Developed AI counselor VICA (basic version)

We proposed and developed a software robot (bot) called VICA: VIsual Counseling Agent [4]. It is a distributed AI (Artificial Intelligent) application for medical services such as mental healthcare to assist emotionally distressed persons. It does a kind of remote mental operation, although not physical. To cope with emergencies such as pandemics, the original system that we call VICA (basic) is gradually extended in consultancy function when questioned for anxiety reduction. It is also going to recognize the emotion, body language, or physical condition of clients (distressed persons) from images of facial expressions and other sensors such as body temperature, etc. This extended VICA is called VICA advanced. In this section, VICA basic is explained as its foundation.

VICA uses CRECA [2] as a baseline system.
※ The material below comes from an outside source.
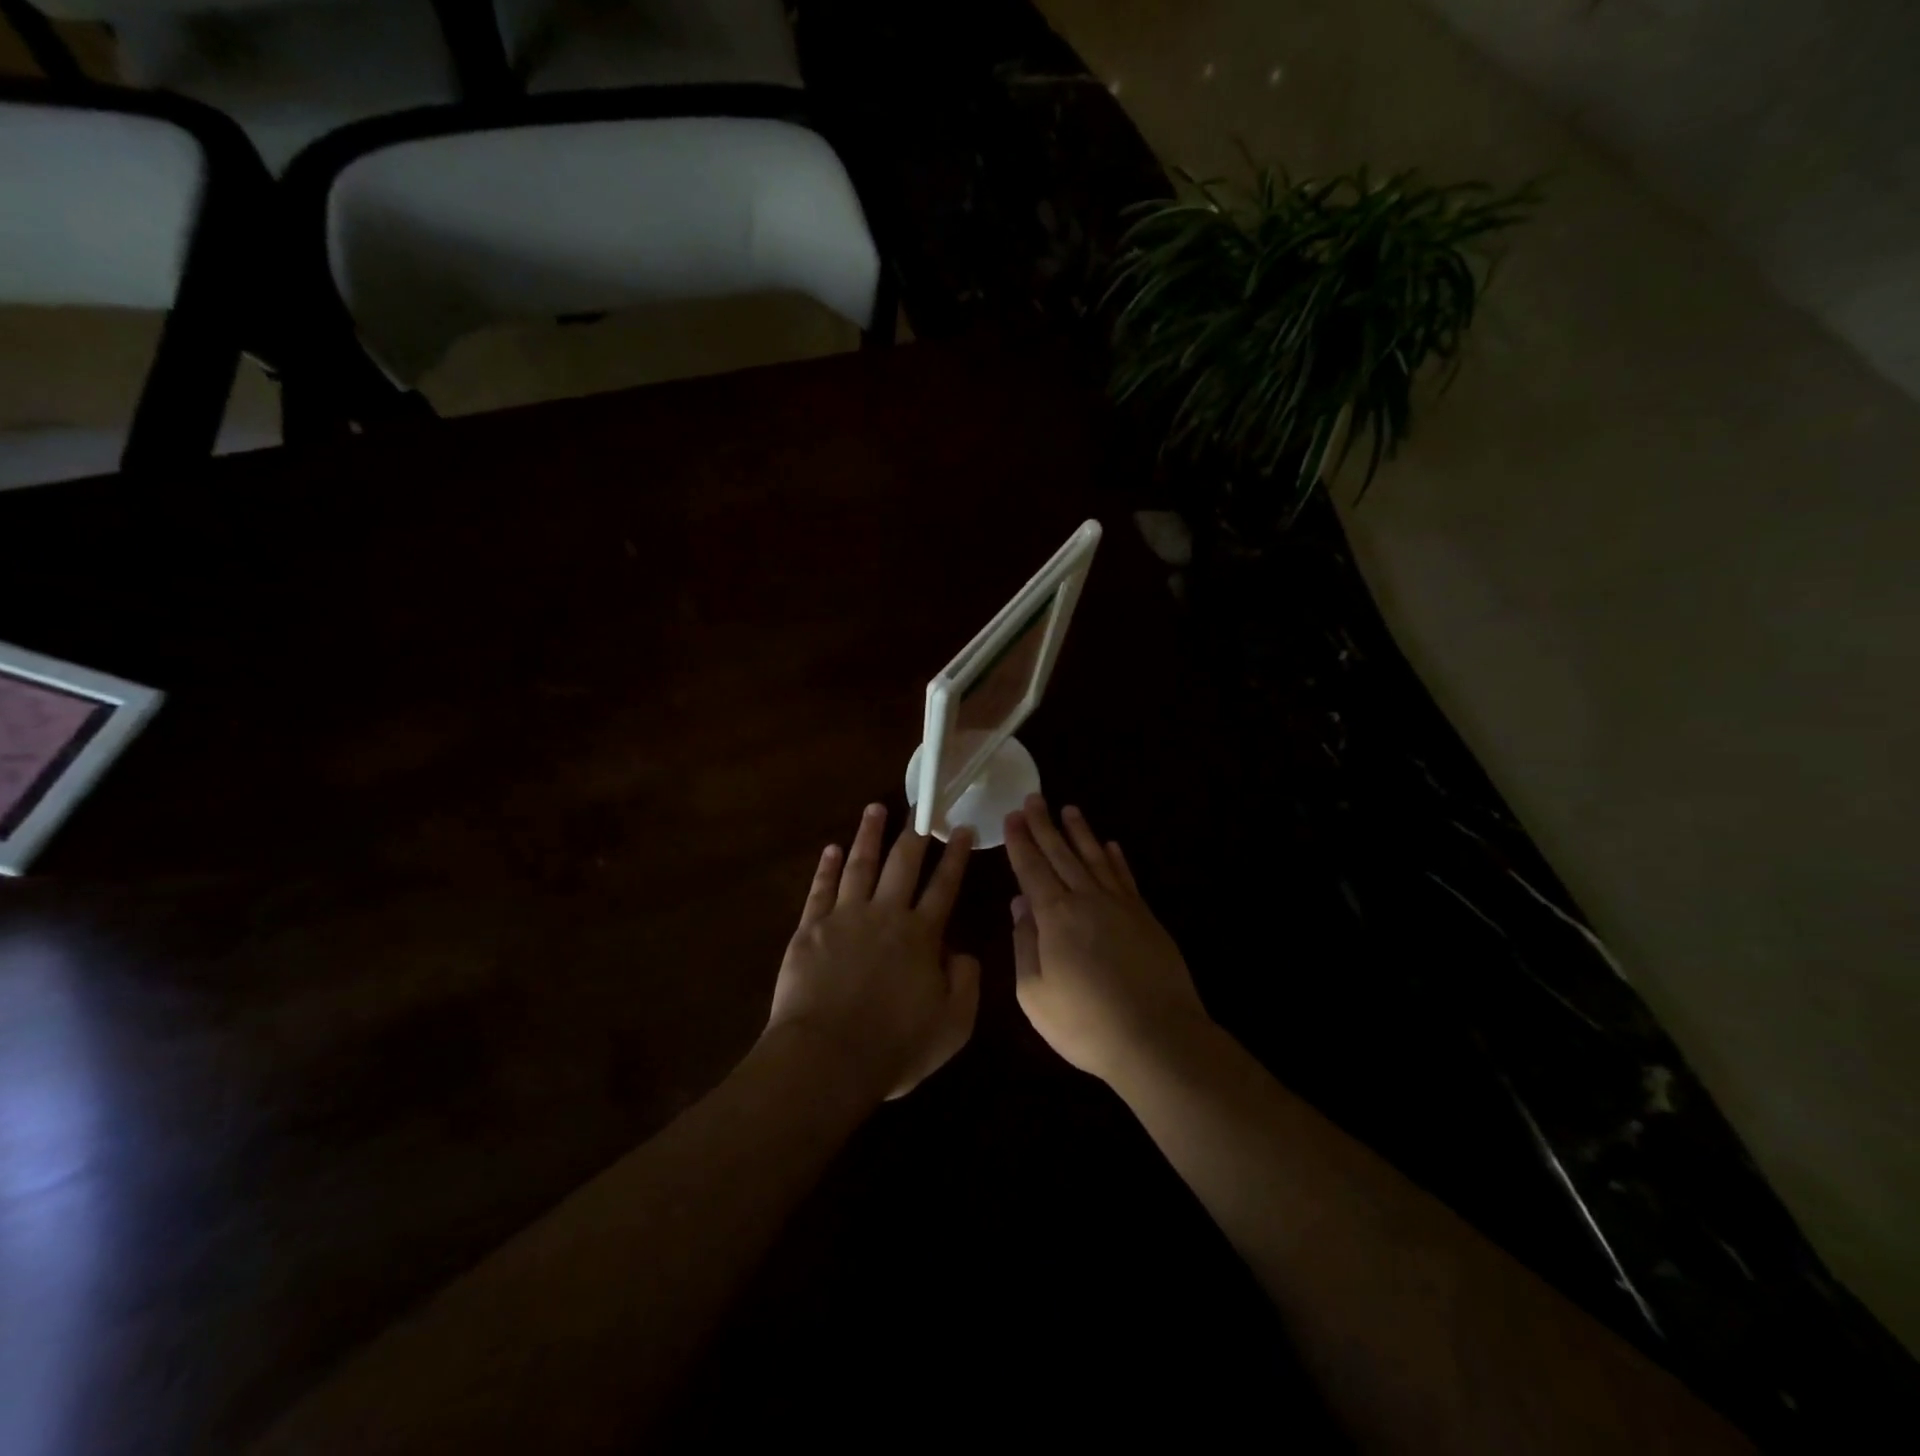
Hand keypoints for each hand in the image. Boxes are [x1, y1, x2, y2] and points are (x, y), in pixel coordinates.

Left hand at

CRECA is a text-based system composed as an AI counseling server of VICA. The architecture of CRECA is shown in Fig. 1. Terms and their structure are extracted by standard Natural Language Processing techniques with a dictionary for emotional words and then saved in context objects. The agent creates its dialogue responses using information stored in current context objects and its counseling knowledge database (DB).

CRECA’s natural language dialogue processing module consists of (1) an initialization and termination module that functions as an interface between humans and the agent, (2) a dialogue text analysis module, and (3) a dialogue text input /output module. When the CA (Counseling Agent) is launched, the initialization/termination module initializes the context objects and generates the dialogue-starting messages. At the end of the interaction, it saves all relevant information (including the conversation log) and generates the dialogue-end messages.

CRECA uses not only ELIZA-style mirroring but also generates its own responses for digging [5]. Furthermore, it periodically attempts to summarize the clients’ previous utterances considering their emotional impact and chronological order. Asking about the quality of summarization, the agent can check how accurate the listening has been. This also helps clients in seeing their own distortions or reviewing their thinking. Finally, the agent prevents the dialogue from drifting away from the problem even when the client’s emotional state has changed. This preserves the client’s trust in CRECA and keeps the dialogue open.

Fig. 1
figure 1

CRECA architecture. Mecab Morphological Analyzer (Japanese tokenizer), and ML-ASK System for Affect Analysis of Textual Input in Japanese

Sentence patterns used in this phase include standard problem-digging phrases (e.g., “please tell me more” or “give me more details”). Such digging responses give the client a chance for self-reflection.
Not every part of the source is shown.